Could you please find each line in the records that contains the word "НАДПІЛЬНА" and copy it?
(Beginning of Material to process)
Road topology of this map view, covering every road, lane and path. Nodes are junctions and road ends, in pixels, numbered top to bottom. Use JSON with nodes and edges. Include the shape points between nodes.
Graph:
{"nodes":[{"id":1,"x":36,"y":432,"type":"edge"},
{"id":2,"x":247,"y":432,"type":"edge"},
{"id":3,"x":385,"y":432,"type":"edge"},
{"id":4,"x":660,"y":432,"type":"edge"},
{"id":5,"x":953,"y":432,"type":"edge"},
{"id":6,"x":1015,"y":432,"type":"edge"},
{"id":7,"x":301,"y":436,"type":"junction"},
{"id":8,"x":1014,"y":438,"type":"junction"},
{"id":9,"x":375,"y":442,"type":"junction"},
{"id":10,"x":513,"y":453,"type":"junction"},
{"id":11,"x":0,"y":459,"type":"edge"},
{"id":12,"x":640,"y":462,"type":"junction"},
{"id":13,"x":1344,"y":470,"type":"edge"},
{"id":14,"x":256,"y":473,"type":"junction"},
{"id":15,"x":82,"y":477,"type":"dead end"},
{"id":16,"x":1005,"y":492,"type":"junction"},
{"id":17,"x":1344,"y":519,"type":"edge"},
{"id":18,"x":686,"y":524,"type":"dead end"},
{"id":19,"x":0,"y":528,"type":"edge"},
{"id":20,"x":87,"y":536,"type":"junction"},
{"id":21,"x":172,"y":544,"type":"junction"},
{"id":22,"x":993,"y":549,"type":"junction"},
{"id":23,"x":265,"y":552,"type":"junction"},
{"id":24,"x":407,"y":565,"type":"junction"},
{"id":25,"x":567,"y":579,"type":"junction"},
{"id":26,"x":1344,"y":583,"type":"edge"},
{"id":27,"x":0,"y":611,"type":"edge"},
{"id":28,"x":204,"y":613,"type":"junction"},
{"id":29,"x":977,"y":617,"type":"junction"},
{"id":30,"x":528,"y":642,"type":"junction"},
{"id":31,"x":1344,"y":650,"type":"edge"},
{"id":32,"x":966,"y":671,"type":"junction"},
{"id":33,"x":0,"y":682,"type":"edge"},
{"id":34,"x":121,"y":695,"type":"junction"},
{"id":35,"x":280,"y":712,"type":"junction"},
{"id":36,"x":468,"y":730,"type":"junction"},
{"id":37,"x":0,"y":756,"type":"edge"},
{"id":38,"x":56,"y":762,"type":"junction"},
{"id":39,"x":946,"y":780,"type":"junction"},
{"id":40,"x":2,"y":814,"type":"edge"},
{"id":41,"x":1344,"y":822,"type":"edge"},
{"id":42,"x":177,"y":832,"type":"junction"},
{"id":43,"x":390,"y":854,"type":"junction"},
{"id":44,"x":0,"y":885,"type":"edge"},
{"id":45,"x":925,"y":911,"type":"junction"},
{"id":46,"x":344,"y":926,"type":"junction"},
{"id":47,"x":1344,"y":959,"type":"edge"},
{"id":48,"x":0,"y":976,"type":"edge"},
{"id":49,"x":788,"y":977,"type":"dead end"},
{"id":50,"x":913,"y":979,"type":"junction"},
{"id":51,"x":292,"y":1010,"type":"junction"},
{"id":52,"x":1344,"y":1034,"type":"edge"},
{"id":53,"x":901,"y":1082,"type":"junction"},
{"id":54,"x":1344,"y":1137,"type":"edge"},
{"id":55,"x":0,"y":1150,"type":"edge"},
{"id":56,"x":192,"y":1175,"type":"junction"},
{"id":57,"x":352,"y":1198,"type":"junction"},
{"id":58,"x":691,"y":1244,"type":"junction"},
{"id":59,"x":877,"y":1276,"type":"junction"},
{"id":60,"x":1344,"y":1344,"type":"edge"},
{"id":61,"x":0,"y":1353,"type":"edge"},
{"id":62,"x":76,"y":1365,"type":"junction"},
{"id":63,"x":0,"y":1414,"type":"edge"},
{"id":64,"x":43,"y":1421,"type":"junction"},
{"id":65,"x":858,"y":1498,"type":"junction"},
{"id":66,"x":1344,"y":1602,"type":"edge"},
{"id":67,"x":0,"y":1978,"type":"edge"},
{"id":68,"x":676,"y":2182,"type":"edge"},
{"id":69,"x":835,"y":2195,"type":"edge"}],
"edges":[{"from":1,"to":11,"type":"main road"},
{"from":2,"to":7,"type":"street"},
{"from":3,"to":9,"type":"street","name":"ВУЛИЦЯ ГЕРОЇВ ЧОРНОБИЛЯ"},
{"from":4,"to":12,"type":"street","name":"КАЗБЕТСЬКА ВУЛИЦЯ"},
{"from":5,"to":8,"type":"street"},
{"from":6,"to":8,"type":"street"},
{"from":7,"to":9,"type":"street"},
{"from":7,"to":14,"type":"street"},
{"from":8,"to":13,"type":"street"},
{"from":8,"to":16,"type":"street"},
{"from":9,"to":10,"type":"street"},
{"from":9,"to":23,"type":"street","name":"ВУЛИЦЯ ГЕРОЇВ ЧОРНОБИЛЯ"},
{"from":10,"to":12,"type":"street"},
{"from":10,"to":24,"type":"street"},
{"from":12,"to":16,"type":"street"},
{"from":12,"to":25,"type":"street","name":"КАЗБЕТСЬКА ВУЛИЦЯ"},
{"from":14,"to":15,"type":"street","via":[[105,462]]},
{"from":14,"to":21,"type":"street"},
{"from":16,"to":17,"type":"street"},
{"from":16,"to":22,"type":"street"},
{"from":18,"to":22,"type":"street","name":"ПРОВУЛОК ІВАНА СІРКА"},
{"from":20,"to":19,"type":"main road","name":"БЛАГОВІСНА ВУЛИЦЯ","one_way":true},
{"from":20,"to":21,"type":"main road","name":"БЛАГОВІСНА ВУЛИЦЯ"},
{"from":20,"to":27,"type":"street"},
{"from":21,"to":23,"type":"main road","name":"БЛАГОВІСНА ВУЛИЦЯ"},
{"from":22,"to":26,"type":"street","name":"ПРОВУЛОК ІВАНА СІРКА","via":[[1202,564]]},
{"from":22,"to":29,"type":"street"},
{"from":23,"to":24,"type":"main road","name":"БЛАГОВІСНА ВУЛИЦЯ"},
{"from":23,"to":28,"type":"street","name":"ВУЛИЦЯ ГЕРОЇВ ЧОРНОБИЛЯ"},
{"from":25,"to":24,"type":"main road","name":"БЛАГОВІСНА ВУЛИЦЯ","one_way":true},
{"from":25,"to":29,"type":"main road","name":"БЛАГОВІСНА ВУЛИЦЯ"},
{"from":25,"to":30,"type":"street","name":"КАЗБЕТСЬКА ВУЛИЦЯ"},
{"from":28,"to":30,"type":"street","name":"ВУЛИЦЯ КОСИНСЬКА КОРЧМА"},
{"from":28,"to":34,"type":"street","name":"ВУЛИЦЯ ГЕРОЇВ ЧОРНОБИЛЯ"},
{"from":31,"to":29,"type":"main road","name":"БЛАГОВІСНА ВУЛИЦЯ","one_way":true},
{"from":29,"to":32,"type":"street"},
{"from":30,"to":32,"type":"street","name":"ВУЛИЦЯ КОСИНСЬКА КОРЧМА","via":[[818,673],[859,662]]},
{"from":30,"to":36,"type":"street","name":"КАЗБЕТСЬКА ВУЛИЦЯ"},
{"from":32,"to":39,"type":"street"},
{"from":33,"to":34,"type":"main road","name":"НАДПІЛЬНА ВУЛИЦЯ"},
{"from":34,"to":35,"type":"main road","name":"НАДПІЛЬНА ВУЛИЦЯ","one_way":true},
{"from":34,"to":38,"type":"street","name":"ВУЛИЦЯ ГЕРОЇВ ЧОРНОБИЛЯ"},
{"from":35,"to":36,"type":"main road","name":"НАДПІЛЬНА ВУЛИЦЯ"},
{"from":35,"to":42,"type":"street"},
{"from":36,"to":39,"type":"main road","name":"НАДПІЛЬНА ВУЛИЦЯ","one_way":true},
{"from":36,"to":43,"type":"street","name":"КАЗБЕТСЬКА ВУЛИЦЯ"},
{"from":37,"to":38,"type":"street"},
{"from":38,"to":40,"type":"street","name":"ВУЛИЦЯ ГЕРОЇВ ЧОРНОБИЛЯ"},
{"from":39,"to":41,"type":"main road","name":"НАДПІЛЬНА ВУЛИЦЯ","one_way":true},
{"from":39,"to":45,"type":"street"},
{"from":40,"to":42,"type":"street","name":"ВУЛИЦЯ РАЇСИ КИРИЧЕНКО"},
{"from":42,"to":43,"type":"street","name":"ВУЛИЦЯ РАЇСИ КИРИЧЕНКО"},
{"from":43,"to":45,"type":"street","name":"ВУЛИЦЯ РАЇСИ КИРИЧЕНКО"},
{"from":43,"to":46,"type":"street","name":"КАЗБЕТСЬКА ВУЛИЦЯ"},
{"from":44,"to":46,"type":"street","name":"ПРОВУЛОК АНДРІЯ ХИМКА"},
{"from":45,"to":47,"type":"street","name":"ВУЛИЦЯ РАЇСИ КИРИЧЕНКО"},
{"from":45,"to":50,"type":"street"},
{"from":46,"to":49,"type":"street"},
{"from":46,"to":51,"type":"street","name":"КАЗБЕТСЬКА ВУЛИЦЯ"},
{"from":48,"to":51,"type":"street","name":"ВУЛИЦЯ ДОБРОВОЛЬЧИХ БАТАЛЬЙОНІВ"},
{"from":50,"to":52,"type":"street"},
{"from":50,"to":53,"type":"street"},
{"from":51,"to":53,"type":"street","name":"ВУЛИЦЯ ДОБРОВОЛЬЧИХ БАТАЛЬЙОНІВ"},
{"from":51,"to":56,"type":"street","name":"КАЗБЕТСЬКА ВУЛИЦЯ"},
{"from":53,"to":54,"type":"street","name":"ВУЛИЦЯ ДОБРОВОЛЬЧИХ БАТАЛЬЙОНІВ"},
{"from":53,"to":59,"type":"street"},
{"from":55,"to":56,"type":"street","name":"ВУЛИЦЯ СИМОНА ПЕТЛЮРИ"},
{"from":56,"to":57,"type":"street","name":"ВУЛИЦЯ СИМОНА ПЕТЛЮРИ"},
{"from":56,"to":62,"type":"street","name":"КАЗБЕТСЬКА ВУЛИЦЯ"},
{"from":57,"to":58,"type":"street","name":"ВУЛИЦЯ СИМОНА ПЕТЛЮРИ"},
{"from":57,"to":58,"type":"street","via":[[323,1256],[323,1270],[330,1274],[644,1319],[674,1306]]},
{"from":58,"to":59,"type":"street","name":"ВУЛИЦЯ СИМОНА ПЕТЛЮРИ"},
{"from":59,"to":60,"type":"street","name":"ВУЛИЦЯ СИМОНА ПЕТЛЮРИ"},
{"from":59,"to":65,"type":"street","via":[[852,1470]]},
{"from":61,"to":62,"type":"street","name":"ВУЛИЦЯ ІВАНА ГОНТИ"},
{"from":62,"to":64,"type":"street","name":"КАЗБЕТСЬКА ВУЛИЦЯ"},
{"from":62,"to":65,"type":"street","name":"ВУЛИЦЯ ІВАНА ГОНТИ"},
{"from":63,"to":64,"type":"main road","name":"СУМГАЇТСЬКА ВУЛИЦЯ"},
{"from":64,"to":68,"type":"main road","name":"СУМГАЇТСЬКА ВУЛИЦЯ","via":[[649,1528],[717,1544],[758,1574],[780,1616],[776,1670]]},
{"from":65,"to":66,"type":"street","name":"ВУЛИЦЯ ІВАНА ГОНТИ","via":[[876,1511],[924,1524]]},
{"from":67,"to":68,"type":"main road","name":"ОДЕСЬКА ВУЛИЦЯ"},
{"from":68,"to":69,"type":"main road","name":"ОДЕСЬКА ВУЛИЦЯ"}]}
(End of Material to process)
**Solution for this exercise:**
{"from":33,"to":34,"type":"main road","name":"НАДПІЛЬНА ВУЛИЦЯ"},
{"from":34,"to":35,"type":"main road","name":"НАДПІЛЬНА ВУЛИЦЯ","one_way":true},
{"from":35,"to":36,"type":"main road","name":"НАДПІЛЬНА ВУЛИЦЯ"},
{"from":36,"to":39,"type":"main road","name":"НАДПІЛЬНА ВУЛИЦЯ","one_way":true},
{"from":39,"to":41,"type":"main road","name":"НАДПІЛЬНА ВУЛИЦЯ","one_way":true},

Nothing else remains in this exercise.